Exercise directions →
Each line of the records that includes "dead" should be found and copied.

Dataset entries
________________

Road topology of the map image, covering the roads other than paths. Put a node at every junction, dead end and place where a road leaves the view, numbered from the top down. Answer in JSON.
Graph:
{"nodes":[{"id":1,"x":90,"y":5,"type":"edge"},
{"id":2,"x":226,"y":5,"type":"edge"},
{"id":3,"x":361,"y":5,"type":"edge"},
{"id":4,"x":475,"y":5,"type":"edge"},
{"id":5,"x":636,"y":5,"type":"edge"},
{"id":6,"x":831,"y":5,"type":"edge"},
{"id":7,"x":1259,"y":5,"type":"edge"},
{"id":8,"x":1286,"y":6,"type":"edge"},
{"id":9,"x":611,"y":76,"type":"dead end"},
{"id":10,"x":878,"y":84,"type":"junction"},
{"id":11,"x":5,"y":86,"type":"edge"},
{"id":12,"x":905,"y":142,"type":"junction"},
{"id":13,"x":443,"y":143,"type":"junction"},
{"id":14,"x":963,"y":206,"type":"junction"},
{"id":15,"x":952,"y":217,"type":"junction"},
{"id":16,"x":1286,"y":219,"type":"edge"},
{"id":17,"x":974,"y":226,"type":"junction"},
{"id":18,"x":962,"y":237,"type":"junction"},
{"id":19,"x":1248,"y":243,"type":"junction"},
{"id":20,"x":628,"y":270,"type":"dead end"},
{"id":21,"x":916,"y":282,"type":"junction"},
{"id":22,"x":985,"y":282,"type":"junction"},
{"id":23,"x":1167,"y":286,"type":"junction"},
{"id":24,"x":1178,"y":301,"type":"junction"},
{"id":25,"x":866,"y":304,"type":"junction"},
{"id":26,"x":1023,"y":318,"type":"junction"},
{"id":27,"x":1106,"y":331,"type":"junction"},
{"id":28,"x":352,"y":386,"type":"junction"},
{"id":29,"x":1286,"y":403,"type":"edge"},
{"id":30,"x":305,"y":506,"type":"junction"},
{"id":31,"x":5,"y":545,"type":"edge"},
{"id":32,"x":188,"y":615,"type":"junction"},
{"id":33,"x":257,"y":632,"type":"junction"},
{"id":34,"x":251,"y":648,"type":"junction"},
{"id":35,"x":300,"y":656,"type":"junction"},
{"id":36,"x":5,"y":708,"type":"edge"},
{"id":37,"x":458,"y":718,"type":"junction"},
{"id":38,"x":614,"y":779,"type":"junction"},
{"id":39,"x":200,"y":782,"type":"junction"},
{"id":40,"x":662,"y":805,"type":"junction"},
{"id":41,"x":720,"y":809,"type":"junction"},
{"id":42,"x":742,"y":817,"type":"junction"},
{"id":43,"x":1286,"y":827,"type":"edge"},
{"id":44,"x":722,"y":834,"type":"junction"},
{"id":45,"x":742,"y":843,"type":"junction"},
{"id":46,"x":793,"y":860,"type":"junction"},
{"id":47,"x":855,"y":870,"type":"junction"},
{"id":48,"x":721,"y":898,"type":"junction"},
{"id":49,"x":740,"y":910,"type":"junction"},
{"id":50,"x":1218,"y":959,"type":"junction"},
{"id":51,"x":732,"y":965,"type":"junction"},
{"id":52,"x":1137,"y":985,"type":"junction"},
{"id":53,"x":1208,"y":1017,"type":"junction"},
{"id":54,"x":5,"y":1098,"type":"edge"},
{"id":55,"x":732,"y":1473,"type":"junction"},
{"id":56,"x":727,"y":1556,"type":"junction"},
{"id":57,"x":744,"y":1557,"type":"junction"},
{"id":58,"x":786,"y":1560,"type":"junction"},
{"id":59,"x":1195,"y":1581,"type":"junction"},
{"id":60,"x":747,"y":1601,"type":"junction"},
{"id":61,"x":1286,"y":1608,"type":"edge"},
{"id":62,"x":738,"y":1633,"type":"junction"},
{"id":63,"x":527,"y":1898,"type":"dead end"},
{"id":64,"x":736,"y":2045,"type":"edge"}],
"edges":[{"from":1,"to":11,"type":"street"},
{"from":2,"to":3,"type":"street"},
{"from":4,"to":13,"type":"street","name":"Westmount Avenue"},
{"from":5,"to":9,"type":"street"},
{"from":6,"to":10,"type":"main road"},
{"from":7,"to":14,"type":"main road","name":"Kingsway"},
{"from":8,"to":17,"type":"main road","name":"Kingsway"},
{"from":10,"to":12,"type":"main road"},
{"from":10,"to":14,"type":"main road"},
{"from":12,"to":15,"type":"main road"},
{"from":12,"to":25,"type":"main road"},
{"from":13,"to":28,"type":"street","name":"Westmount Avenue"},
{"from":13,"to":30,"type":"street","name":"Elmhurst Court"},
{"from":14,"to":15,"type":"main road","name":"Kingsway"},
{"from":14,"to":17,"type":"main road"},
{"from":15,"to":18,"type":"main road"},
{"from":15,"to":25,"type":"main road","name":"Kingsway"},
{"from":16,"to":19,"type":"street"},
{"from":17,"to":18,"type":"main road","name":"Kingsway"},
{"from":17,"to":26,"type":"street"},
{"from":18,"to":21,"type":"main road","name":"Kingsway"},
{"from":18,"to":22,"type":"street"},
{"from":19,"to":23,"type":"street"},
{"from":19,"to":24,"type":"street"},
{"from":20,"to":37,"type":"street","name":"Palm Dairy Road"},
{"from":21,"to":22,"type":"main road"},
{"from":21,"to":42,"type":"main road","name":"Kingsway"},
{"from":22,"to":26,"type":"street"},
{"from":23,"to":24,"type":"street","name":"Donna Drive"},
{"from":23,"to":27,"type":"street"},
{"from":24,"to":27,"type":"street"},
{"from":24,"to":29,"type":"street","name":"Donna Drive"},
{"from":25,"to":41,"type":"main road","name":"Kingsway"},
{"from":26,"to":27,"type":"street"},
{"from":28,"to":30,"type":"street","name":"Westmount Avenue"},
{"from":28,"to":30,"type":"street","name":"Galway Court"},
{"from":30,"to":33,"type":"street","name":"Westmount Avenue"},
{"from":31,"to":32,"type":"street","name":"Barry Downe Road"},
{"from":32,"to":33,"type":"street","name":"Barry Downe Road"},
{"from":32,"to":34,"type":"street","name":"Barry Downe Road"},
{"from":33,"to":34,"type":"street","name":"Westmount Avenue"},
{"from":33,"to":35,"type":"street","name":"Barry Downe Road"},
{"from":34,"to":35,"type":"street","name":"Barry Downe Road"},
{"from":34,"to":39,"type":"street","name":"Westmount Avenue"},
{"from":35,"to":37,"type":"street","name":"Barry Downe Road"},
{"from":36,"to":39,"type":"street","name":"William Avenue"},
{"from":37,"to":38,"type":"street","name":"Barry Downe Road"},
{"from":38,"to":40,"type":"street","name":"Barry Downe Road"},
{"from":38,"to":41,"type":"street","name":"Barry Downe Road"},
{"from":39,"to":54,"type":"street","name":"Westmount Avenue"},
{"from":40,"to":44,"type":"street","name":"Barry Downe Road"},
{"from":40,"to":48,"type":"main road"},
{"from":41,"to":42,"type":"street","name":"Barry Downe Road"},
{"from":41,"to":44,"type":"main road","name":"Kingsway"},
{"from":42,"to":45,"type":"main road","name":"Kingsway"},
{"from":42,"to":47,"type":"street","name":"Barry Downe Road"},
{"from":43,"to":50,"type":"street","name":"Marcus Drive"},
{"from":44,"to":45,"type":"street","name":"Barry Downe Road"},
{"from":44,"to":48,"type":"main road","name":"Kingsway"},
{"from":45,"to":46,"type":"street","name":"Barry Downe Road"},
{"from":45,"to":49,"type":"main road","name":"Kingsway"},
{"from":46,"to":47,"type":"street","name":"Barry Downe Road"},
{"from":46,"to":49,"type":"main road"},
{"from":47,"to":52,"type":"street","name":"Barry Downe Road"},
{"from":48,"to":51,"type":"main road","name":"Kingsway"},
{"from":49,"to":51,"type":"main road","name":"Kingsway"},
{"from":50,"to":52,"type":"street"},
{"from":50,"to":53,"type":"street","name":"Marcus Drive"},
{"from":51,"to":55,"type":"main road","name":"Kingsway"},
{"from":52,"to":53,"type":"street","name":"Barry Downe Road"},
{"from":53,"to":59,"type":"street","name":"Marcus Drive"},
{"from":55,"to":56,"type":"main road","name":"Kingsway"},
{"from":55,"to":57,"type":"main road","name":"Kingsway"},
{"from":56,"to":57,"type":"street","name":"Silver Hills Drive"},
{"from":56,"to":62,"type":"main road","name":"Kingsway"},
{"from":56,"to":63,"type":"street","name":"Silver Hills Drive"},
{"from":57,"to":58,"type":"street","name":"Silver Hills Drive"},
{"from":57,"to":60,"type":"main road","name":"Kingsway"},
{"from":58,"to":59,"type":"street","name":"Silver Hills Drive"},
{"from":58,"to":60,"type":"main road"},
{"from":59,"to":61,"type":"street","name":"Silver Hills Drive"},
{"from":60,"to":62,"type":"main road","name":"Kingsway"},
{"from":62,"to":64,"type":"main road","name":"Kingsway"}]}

________________

Exercise response →
Road topology of the map image, covering the roads other than paths. Put a node at every junction, dead end and place where a road leaves the view, numbered from the top down. Answer in JSON.
{"id":9,"x":611,"y":76,"type":"dead end"},
{"id":20,"x":628,"y":270,"type":"dead end"},
{"id":63,"x":527,"y":1898,"type":"dead end"},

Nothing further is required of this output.